Figure 12a monitors that the variation of block size’s effect on correlation shows that the similarities between all techniques except AT in case of Chaotic encryption which the correlation varies with change of block size. The LLR’s responses for all techniques almost have the same response with slight different in its value in case of AT Chaotic encryption as represented in Fig. 12b. For SD, Fig. 12c highlights that the MK encryption has the same response while the AT in Chaotic Map has the smallest value. DWT is the largest of them and gives the best response. The time elapsed in the process for all techniques is the same especially after block size of 32 as described in Fig. 12d

Fig. 12
figure 12

The effect of block size with a correlation, b LLR, c SD and d elapsed time

4 Conclusion

Saving the audios and multimedia of encrypt Audio using AT Based on Chaotic Map is presented. One of important aspects that any media organizations try to maintain to protect its content from any attacks like stealing or modifying or reuse without permission in advance is provided. For any ClComp, encryption of multimedia is one of application that cloud tries to maintain in good situation and protect from any tampering. In audio case, there are two type for protect the content according to its situation. First situation in the case broadcast the content and want not be received unless the AuthGs. Audio must be encrypted in way that if any one hears the encrypted signal can’t recognize the content and so can’t reuse or benefit from it.
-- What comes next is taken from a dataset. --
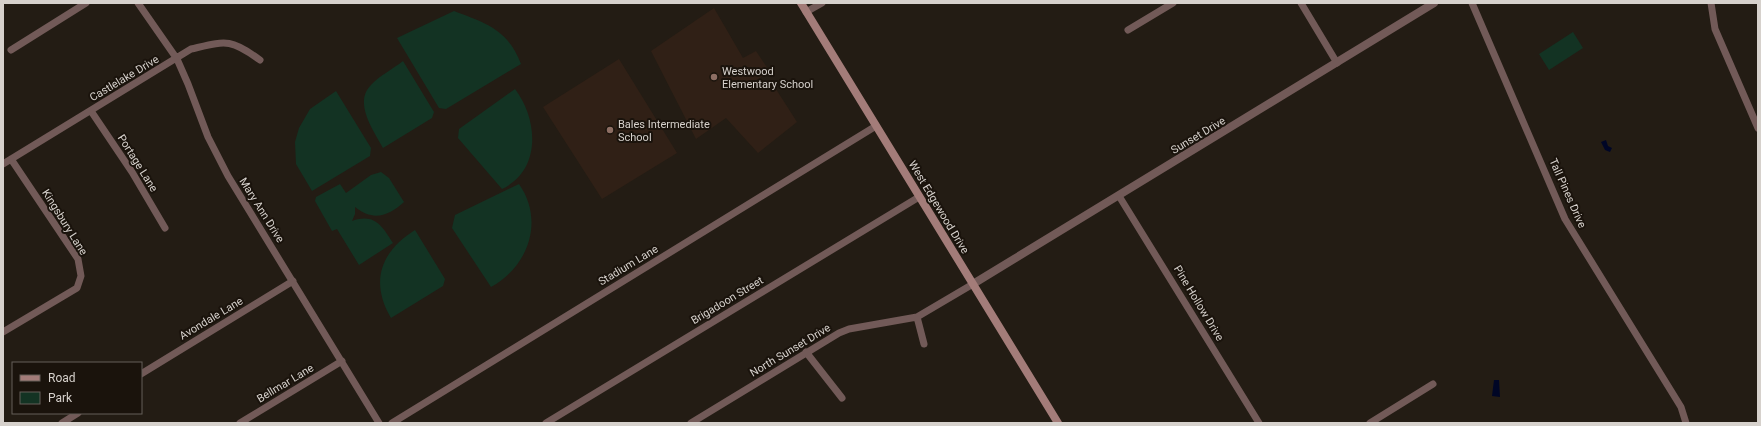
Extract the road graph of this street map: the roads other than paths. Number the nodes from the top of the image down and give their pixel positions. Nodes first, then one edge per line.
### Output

The second situation is to save it inside the organization’s ClComp with taking in consideration that may be abused by internal employee. Encrypting of the audio signals is addressed based on chaotic map and test this algorithm by using an AT to evaluate the performance. As noticed from results, DWT and AT in Chaotic encryption have a good performance than other transforms. DWT has a good response and high security but AT has high robustness for noise than others. In MK encryptions, DWT perform well more than others, but all has a bad response with noise.

The software of encrypt audio using AT Biased on Chaotic Map should appeal to not only skilled ClComp of ERTU, but also those with an interest in applying web technologies to their organization. This software is therefore for experienced ICT professionals in the workplace and authorized will be able to:

  1. (a)

    Create and deploy a web application.

  2. (b)

    Use both enterprise and web application frameworks.

  3. (c)

    Build scalable web applications and analyses their performance using the latest tools and techniques.

  4. (d)

    Develop internet rich applications using the latest rich internet application frameworks.

  5. (e)

    Perform usability testing on a given web application to ensure maximum effectiveness.

  6. (f)

    Design and deploy wire framing, eye tracking and web analytics for web sites.

  7. (g)

    Generate a suitable business case to justify a web-based development.